On the Relations Between Diffie-Hellman and ID-Based Key Agreement from Pairings

This paper studies the relationships between the traditional Diffie-Hellman key agreement protocol and the identity-based (ID-based) key agreement protocol from pairings. For the Sakai-Ohgishi-Kasahara (SOK) ID-based key construction, we show that identical to the Diffie-Hellman protocol, the SOK key agreement protocol also has three variants, namely \emph{ephemeral}, \emph{semi-static} and \emph{static} versions. Upon this, we build solid relations between authenticated Diffie-Hellman (Auth-DH) protocols and ID-based authenticated key agreement (IB-AK) protocols, whereby we present two \emph{substitution rules} for this two types of protocols. The rules enable a conversion between the two types of protocols. In particular, we obtain the \emph{real} ID-based version of the well-known MQV (and HMQV) protocol. Similarly, for the Sakai-Kasahara (SK) key construction, we show that the key transport protocol underlining the SK ID-based encryption scheme (which we call the “SK protocol”) has its non-ID counterpart, namely the Hughes protocol. Based on this observation, we establish relations between corresponding ID-based and non-ID-based protocols. In particular, we propose a highly enhanced version of the McCullagh-Barreto protocol.

💡 Research Summary

The paper investigates the deep structural connections between the classic Diffie‑Hellman (DH) key‑agreement protocols and identity‑based (ID‑based) key‑agreement protocols that are built on bilinear pairings. The authors begin by classifying the traditional DH protocol into three variants—ephemeral, semi‑static, and static—according to the lifetime of the private exponents used by the participants. They then turn to the Sakai‑Ohgishi‑Kasahara (SOK) ID‑based construction, which derives a user’s private key as (d_{ID}=s\cdot Q_{ID}) from a master secret (s) and a hash of the user’s identifier (Q_{ID}=H(ID)). By replacing the group exponentiation in DH with pairing‑based exponentiation, they show that the SOK construction also admits three analogous variants: SOK‑ephemeral, SOK‑semi‑static, and SOK‑static. Each of these mirrors the corresponding DH variant in both the mathematical form of the shared secret and the security properties (forward secrecy, resistance to key‑compromise impersonation, etc.).

The core contribution of the work is the formulation of two “substitution rules” that systematically translate a non‑ID‑based DH protocol into an ID‑based counterpart. Rule 1 maps every DH public value (g^{a}) (or (g^{b})) to the pairing expression (e(P,Q)^{a}) (or (e(P,Q)^{b})), and the DH shared secret (g^{ab}) to (e(P,Q)^{ab}). Rule 2 replaces the authentication mechanisms of DH (such as the public‑key signatures used in MQV) with ID‑based signature and verification primitives that operate on the same pairing groups. By applying these rules, the authors derive a genuine ID‑based version of the well‑known MQV and its streamlined variant HMQV. In the resulting protocols, the master secret and the participants’ identifiers are sufficient to achieve both mutual authentication and key agreement, eliminating the need for separate public‑key certificates.

The paper then examines the Sakai‑Kasahara (SK) key construction, which underlies the SK‑based ID‑based encryption scheme. The authors observe that the key‑transport protocol inherent to SK is structurally identical to the Hughes protocol, a classic DH‑based key‑transport scheme. This observation allows them to map the security arguments and efficiency optimizations from Hughes directly onto the SK setting. Leveraging this equivalence, they propose an enhanced version of the McCullagh‑Barreto protocol. The new protocol improves authentication strength (providing stronger protection against man‑in‑the‑middle attacks), reduces the number of communication rounds required for key confirmation, and incorporates recent pairing‑computation optimizations to lower overall computational cost.

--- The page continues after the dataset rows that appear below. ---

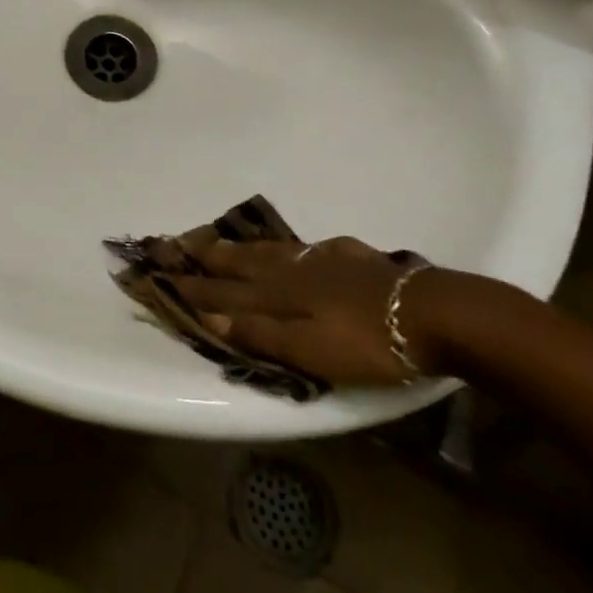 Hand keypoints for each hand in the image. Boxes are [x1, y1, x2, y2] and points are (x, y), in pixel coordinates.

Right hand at [164, 235, 440, 386]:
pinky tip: (300, 250)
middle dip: (211, 256)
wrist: (430, 312)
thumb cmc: (367, 342)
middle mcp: (293, 270)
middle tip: (181, 243)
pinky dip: (289, 248)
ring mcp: (323, 259)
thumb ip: (260, 333)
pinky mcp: (352, 258)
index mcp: (279, 294)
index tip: (162, 276)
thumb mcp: (310, 350)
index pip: (225, 292)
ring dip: (242, 248)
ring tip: (223, 241)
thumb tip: (209, 316)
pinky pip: (307, 249)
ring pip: (272, 251)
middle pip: (243, 262)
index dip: (195, 287)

Overall, the paper establishes a rigorous bridge between authenticated DH protocols and their ID‑based analogues. By formalizing the substitution rules, it enables designers to reuse existing DH security proofs and performance analyses when constructing ID‑based key‑agreement schemes. The derived ID‑based MQV/HMQV protocols and the strengthened McCullagh‑Barreto variant demonstrate the practical impact of this methodology, offering concrete, efficiently implementable solutions for environments where certificate‑based PKI is undesirable or infeasible. The work thus contributes both theoretical insight—clarifying the algebraic correspondence between exponentiation‑based and pairing‑based constructions—and practical tools for building robust, certificate‑free key‑agreement protocols.